Luke Melia

personal

June 29, 2015

Mini-Review of Amazon Echo

I got an Amazon Echo on Tuesday. The always-available voice interaction model is pretty awesome and feels ripe with possibility.

Out of the box, I find our new friend Alexa most useful for giving me the weather forecast as I’m getting dressed. As the person in my household who is asked what the weather is going to be like each morning (why me?), it gives me much joy to be able to delegate this task to Alexa.

I would love if the Echo could tell who is speaking (i.e. different members of my family). That would open up some some fun interactions. Also, as others have reported, the Echo has trouble understanding my 7 year old daughter, though it is remarkably good with the rest of us.

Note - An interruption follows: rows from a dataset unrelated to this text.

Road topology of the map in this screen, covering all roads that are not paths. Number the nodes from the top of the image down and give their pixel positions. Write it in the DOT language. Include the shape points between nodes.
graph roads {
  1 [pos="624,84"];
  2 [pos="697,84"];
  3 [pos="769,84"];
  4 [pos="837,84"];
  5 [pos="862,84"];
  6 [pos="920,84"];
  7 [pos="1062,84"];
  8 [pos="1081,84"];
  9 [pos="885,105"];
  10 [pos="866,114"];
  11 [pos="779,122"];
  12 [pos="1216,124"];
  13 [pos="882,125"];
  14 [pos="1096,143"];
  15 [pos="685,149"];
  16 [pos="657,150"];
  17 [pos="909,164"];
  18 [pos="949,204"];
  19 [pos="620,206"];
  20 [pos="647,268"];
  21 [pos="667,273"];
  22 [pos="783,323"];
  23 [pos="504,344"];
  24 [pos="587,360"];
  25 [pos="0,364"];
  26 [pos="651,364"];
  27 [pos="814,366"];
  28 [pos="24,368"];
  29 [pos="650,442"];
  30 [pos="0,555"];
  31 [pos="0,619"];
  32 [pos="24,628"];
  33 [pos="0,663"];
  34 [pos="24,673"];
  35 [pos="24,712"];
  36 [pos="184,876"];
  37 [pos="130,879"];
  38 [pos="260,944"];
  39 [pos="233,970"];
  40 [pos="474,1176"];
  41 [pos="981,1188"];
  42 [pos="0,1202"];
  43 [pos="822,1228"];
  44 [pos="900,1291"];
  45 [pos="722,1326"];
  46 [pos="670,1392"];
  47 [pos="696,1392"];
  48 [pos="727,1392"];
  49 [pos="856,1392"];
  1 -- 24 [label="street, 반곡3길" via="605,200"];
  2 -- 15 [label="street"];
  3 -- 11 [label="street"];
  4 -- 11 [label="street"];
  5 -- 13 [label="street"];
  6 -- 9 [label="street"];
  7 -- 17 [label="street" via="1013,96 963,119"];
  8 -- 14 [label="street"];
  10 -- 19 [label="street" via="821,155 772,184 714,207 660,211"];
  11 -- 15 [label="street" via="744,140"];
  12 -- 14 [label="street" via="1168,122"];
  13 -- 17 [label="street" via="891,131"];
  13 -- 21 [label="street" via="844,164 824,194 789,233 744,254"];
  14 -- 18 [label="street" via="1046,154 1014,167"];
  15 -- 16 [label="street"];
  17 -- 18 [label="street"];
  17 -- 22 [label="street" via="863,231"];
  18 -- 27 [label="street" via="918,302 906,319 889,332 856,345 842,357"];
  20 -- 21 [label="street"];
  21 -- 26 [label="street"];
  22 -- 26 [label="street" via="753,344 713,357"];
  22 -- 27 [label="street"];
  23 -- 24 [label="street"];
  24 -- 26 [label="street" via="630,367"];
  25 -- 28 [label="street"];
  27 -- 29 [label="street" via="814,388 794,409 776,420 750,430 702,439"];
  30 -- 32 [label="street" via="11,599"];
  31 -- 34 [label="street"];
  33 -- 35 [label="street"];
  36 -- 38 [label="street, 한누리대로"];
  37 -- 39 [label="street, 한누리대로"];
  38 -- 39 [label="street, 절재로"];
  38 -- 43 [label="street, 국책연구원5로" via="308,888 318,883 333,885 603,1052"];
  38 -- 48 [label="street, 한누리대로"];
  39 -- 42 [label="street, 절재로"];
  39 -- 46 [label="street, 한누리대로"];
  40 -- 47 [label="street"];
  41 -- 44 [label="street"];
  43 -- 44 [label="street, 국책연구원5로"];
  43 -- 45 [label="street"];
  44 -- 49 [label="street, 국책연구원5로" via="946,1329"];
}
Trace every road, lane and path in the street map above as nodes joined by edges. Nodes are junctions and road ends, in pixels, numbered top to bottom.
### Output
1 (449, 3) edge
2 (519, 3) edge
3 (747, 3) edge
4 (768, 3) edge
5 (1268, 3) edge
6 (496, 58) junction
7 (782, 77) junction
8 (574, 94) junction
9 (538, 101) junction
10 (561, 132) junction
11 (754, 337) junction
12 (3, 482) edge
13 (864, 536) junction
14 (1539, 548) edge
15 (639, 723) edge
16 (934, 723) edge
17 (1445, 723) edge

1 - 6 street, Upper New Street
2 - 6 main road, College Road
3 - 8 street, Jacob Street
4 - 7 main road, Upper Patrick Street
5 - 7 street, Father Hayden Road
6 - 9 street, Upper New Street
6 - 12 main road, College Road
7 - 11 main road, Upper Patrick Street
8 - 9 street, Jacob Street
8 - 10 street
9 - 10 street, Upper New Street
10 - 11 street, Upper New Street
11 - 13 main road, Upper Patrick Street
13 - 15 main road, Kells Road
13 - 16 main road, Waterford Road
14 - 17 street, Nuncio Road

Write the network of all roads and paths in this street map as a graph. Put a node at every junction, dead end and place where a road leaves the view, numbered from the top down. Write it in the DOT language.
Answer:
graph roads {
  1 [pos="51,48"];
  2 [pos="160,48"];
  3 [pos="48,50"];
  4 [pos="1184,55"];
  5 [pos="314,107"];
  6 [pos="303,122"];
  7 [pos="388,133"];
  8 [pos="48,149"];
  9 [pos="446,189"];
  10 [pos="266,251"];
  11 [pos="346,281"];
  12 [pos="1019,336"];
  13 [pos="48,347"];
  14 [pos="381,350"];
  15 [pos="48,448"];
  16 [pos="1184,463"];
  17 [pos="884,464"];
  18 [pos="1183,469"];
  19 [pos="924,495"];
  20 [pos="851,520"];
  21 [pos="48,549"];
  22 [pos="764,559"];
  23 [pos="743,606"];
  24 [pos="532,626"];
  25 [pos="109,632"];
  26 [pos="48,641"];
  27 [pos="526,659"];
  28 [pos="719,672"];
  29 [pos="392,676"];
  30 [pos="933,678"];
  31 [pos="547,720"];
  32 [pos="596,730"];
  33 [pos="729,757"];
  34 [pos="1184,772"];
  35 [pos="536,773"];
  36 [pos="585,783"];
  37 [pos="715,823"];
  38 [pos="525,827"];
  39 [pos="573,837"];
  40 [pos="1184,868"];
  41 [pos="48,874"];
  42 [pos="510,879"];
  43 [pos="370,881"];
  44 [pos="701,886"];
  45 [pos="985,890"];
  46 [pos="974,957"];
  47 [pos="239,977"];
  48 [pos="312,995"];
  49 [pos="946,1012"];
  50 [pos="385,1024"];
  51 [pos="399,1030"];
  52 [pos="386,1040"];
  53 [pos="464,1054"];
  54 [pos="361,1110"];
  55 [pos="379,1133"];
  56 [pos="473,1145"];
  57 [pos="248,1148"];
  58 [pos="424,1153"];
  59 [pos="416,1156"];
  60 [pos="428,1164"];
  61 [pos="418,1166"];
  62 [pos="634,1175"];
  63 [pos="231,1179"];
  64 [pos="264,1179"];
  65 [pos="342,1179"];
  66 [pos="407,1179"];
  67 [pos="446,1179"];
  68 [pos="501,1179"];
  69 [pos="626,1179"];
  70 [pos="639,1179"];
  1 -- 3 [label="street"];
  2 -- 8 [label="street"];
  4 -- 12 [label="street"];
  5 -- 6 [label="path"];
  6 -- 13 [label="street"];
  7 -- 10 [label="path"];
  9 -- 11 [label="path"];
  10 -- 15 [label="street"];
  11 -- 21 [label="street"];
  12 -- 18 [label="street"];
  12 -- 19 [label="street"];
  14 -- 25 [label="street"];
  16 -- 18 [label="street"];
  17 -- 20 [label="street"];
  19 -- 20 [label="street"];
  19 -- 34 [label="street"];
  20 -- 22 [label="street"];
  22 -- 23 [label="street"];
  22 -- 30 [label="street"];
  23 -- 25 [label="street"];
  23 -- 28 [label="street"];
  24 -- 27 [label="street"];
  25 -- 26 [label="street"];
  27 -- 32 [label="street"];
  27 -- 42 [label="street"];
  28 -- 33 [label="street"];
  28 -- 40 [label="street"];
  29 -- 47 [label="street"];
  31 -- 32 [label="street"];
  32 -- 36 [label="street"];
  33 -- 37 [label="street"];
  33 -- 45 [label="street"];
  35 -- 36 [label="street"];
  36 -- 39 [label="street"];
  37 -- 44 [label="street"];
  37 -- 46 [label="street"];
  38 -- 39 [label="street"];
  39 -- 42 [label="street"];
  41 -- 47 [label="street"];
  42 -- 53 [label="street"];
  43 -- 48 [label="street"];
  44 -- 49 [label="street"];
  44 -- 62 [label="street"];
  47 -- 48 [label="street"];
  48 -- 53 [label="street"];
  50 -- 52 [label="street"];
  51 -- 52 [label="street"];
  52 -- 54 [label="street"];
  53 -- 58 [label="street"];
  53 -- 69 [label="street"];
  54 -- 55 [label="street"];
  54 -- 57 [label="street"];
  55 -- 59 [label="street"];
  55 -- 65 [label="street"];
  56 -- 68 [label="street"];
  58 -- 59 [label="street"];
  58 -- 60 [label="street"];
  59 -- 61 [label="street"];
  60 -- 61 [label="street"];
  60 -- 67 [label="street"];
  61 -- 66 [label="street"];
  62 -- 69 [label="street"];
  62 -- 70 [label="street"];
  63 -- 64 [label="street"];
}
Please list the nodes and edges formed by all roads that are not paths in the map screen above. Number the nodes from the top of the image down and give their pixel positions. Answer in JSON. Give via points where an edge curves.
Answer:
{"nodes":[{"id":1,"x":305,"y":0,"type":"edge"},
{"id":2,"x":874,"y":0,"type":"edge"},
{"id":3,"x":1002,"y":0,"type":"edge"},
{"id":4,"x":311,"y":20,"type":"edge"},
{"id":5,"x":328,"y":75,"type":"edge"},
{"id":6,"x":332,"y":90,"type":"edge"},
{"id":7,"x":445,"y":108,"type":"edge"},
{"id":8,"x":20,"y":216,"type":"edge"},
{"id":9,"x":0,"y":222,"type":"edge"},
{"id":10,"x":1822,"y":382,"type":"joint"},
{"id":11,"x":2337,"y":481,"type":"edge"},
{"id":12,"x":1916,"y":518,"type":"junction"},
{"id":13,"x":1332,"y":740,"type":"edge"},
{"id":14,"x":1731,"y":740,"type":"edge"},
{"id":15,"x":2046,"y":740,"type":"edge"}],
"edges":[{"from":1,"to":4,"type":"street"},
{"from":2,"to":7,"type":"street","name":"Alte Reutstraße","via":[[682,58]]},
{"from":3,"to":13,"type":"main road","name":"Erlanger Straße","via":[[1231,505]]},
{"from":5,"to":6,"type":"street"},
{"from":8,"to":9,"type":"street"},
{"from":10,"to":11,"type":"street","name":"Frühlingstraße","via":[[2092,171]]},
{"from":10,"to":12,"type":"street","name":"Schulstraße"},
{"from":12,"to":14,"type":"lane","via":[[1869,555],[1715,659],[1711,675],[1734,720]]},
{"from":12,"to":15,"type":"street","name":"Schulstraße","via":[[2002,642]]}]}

The privacy issues are worrisome to me. Along with our computers, tablets and phones, there’s now one more hackable internet connected microphone in my apartment. It seems inevitable that a determined hacker will compromise a target’s Echo to transmit everything. But for now… ¯\_(ツ)_/¯

I spent some time with the dev kit today and wrote my first “skill” for Alexa. I call it “The Fish” and it aims to address another annoyance in my household. We have a fish (who everyone is kind of ambivalent about because she killed the other fish that arrived with her). The kids are generally supposed to feed her but sometimes forget, leading my wife or I to query in a loud voice, “Did anyone feed the fish today?”. Enter my new skill. When you feed the fish, you say “Alexa, tell the fish that I fed her.” Alexa pings my web service (implemented on AWS Lambda in node) which pushes the time stamp into a redis “fish-feedings” list, and instructs Alexa to reply “OK, got it. Thanks for feeding the fish”. Later, instead of the loud query, we can say, “Alexa, ask the fish if she has been fed” and it will reply “The fish was last fed 3 hours ago” thanks to the same web service reading the most recent timestamp and generating a humanized version of it (e.g. “3 hours ago”). We’ll see how well it works, but I’m rather tickled to hear it in action.

For anyone else who wants to build skills using AWS Lambda, a couple of tips: 1) forget to add Alexa Skill Kit as an Event Source to your Lambda functions. 2) if you want to use redis like I did, don’t try to use the AWS Elasticache redis because it can only be seen by EC2 instances; I used redistogo instead.

I’m looking forward to hearing how others extend it!